Mayoral polls in Belagavi delayed

The Belagavi mayoral polls have been delayed for over two years. While parties blame officers, officers say there is no clarity about the reservation of posts, following a Supreme Court judgment.

Elections of members of the city corporation were completed on September 6, 2021. However, they have not been sworn in till now. Neither has the body been constituted, nor have the Mayor and the Deputy Mayor been elected.

It is not clear who is responsible for the delay, as politicians blame officers and officers blame the State government.

City corporation sources say that the State government issued the notification for the mayoral polls at first, but told them not to process it further.

Abhay Patil, MLA and BJP leader, lays the blame on the Regional Commissioner’s office for the delay. “We have requested Regional Commissioner Amlan Aditya Biswas to hold the polls at the earliest, after resolving the legal issues. The RC’s office has been delaying them without due cause,” he alleged.
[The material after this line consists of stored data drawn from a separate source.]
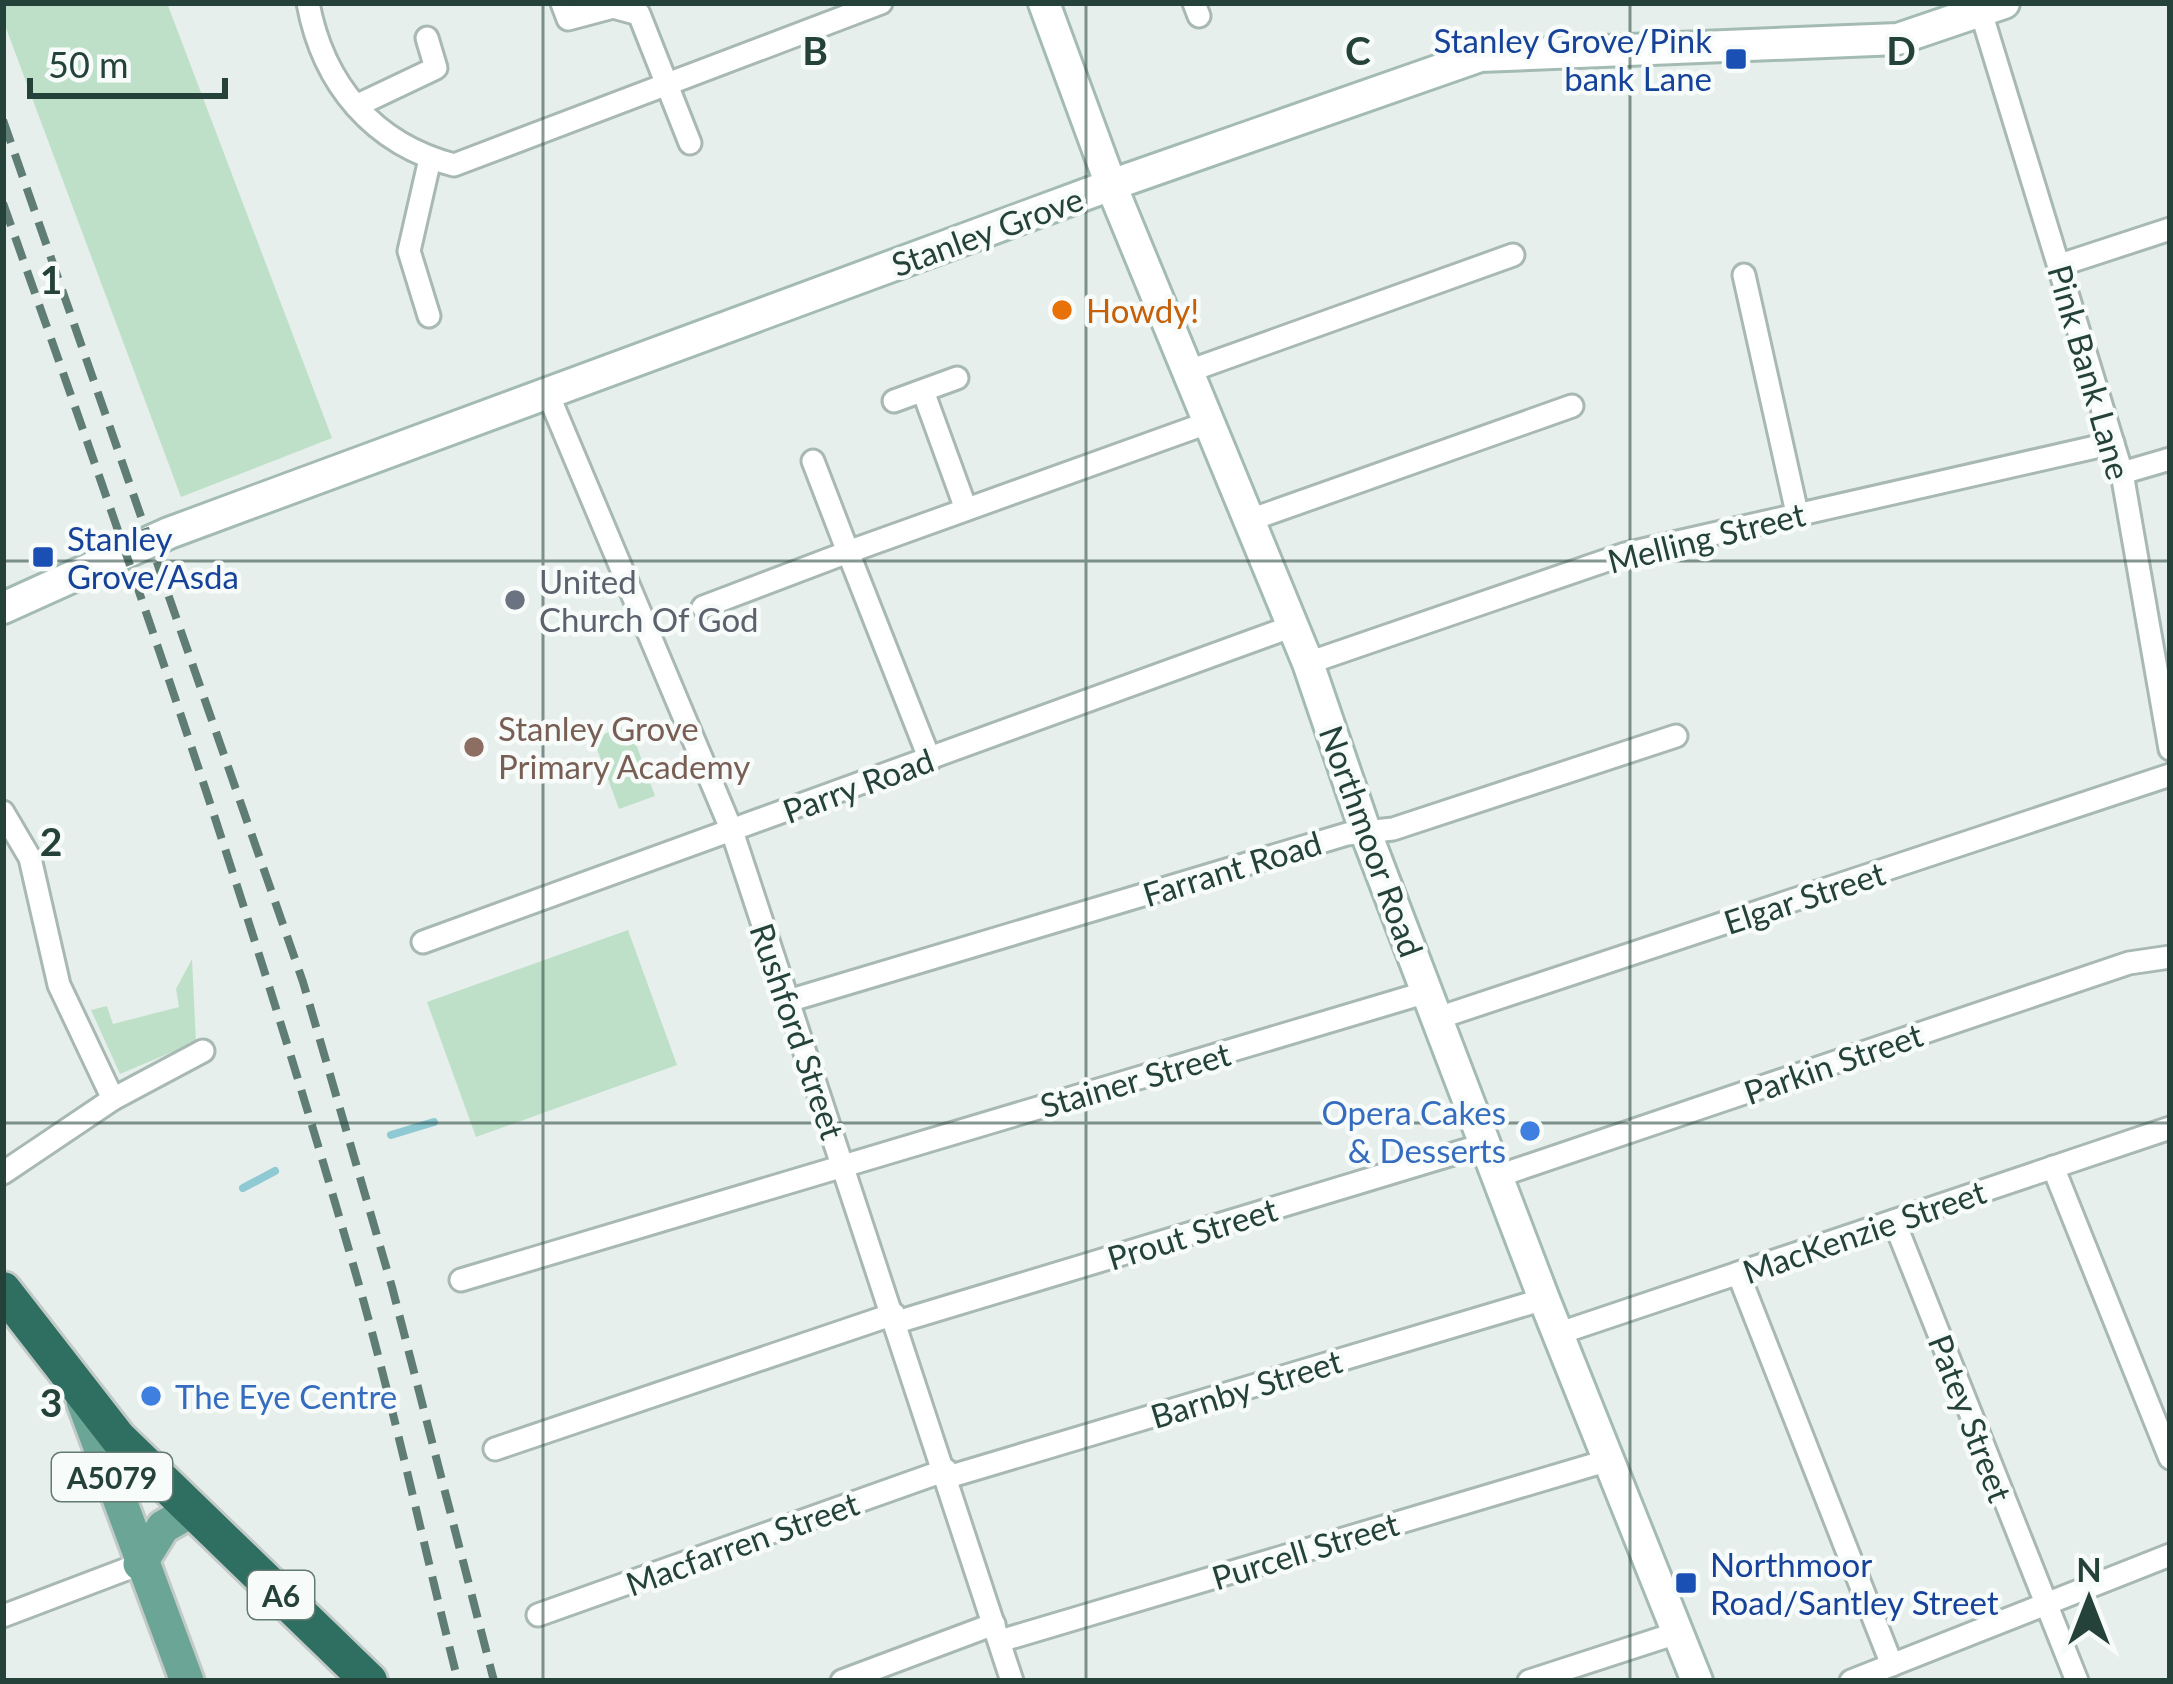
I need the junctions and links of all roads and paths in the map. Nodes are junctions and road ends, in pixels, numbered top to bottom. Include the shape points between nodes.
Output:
1 (308, 3) edge
2 (562, 3) edge
3 (881, 3) edge
4 (1044, 3) edge
5 (1987, 6) edge
6 (427, 38) dead end
7 (668, 84) junction
8 (356, 106) junction
9 (690, 143) dead end
10 (430, 159) junction
11 (1111, 184) junction
12 (2170, 229) edge
13 (1513, 256) dead end
14 (2060, 265) junction
15 (1744, 275) dead end
16 (429, 316) dead end
17 (1189, 371) junction
18 (957, 378) dead end
19 (923, 391) junction
20 (548, 394) junction
21 (894, 401) dead end
22 (1572, 406) dead end
23 (1210, 422) junction
24 (2113, 443) junction
25 (2170, 459) edge
26 (814, 461) dead end
27 (2122, 473) junction
28 (966, 509) junction
29 (1797, 513) junction
30 (1250, 520) junction
31 (848, 552) junction
32 (703, 607) dead end
33 (3, 608) edge
34 (1293, 626) junction
35 (1308, 663) junction
36 (1676, 736) dead end
37 (2170, 748) edge
38 (930, 760) junction
39 (2170, 775) edge
40 (3, 812) edge
41 (732, 830) junction
42 (1366, 833) junction
43 (423, 943) dead end
44 (2170, 957) edge
45 (788, 1001) junction
46 (1433, 1005) junction
47 (203, 1052) dead end
48 (112, 1099) junction
49 (2170, 1128) edge
50 (1486, 1144) junction
51 (843, 1165) junction
52 (2053, 1167) junction
53 (3, 1173) edge
54 (1498, 1176) junction
55 (1894, 1221) junction
56 (1738, 1273) junction
57 (461, 1280) dead end
58 (1544, 1299) junction
59 (6, 1300) edge
60 (895, 1318) junction
61 (1557, 1334) junction
62 (80, 1392) junction
63 (495, 1449) dead end
64 (2170, 1458) edge
65 (1609, 1460) junction
66 (947, 1474) junction
67 (191, 1510) junction
68 (2170, 1555) edge
69 (140, 1564) junction
70 (2044, 1604) junction
71 (538, 1615) dead end
72 (3, 1616) edge
73 (997, 1632) junction
74 (1677, 1633) junction
75 (1892, 1665) junction
76 (187, 1681) edge
77 (369, 1681) edge
78 (842, 1681) edge
79 (1012, 1681) edge
80 (1528, 1681) edge
81 (1697, 1681) edge
82 (1851, 1681) edge
83 (2077, 1681) edge

1 - 8 street via 332,81
2 - 7 street via 568,19 613,7 639,14
3 - 7 street
4 - 11 street, Northmoor Road
5 - 11 street, Stanley Grove via 1898,39 1480,56
5 - 14 street, Pink Bank Lane
6 - 8 street via 436,68
7 - 9 street
7 - 10 street via 454,165
8 - 10 street
10 - 16 street via 410,251
11 - 17 street, Northmoor Road
11 - 20 street, Stanley Grove
12 - 14 street
13 - 17 street
14 - 24 street, Pink Bank Lane
15 - 29 street
17 - 23 street, Northmoor Road
18 - 19 street
19 - 21 street
19 - 28 street
20 - 33 street, Stanley Grove via 169,533
20 - 41 street, Rushford Street
22 - 30 street
23 - 28 street
23 - 30 street, Northmoor Road
24 - 27 street, Pink Bank Lane
24 - 29 street, Melling Street
25 - 27 street
26 - 31 street
27 - 37 street, Pink Bank Lane
28 - 31 street
29 - 35 street, Melling Street via 1624,554
30 - 34 street, Northmoor Road
31 - 32 street
31 - 38 street
34 - 35 street, Northmoor Road
34 - 38 street, Parry Road
35 - 42 street, Northmoor Road
36 - 42 street, Farrant Road
38 - 41 street, Parry Road
39 - 46 street, Elgar Street
40 - 48 street via 30,858 59,985
41 - 43 street, Parry Road
41 - 45 street, Rushford Street
42 - 45 street, Farrant Road
42 - 46 street, Northmoor Road
44 - 54 street, Parkin Street via 2129,963
45 - 51 street, Rushford Street
46 - 50 street, Northmoor Road
46 - 51 street, Stainer Street
47 - 48 street
48 - 53 street
49 - 52 street, MacKenzie Street
50 - 54 street, Northmoor Road
50 - 60 street, Prout Street
51 - 57 street, Stainer Street
51 - 60 street, Rushford Street
52 - 55 street, MacKenzie Street
52 - 64 street
54 - 58 street, Northmoor Road
55 - 56 street, MacKenzie Street
55 - 70 street, Patey Street
56 - 61 street, MacKenzie Street
56 - 75 street
58 - 61 street, Northmoor Road
58 - 66 street, Barnby Street
59 - 62 highway, A6
60 - 63 street, Prout Street
60 - 66 street, Rushford Street
61 - 65 street, Northmoor Road
62 - 67 highway, A6
62 - 69 main road, A5079
65 - 73 street, Purcell Street
65 - 74 street, Northmoor Road
66 - 71 street, Macfarren Street
66 - 73 street, Rushford Street
67 - 69 main road via 164,1527
67 - 77 highway, A6
68 - 70 street
69 - 72 street
69 - 76 main road, A5079
70 - 75 street
70 - 83 street, Patey Street
73 - 78 street, Purcell Street
73 - 79 street, Rushford Street
74 - 80 street
74 - 81 street, Northmoor Road
75 - 82 street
Mr. Biswas said the decision was pending at the level of the State government. “Following the SC judgment on the Rahul Ramesh Wagh vs. the State of Maharashtra, elections to all rural and urban local bodies in the State were stalled. We wrote to the Urban Development Department seeking their opinion on the issue this March 7. We sought to know if the judgment would apply to Belagavi and other city corporations. But we are yet to get a formal reply. While the department approved the mayoral elections for the Hubballi–Dharwad corporation, it was yet to give the nod for Belagavi,” he said.

Sources in the RC’s office say that senior UDD officers had given oral instructions to “wait for sometime”, before the State government takes a decision on the issue. “We made preparations to issue the notifications for the elections twice in the past. But we were asked not to go ahead,” an officer said.

Activists, however, disagree. “There is nothing in the SC judgment that stops or delays the polls,” says Rohit Latur, lawyer and labour activist. “It only stipulates that if the Backward Classes Commission had not recommended the reservation roster, the State government cannot conduct mayoral polls based on caste quotas. It should hold the elections for both the posts considering them as open quota or general category posts. However, parties can always field city corporation members belonging to Backward Classes categories from the general category posts,” he said.

He also points out that elections to the city corporation were held in September 2021 while the SC judgment was delivered on January 19, 2022. “This clearly shows that the government has been delaying the mayoral polls unnecessarily. It is only using the SC judgment as an excuse,” he said.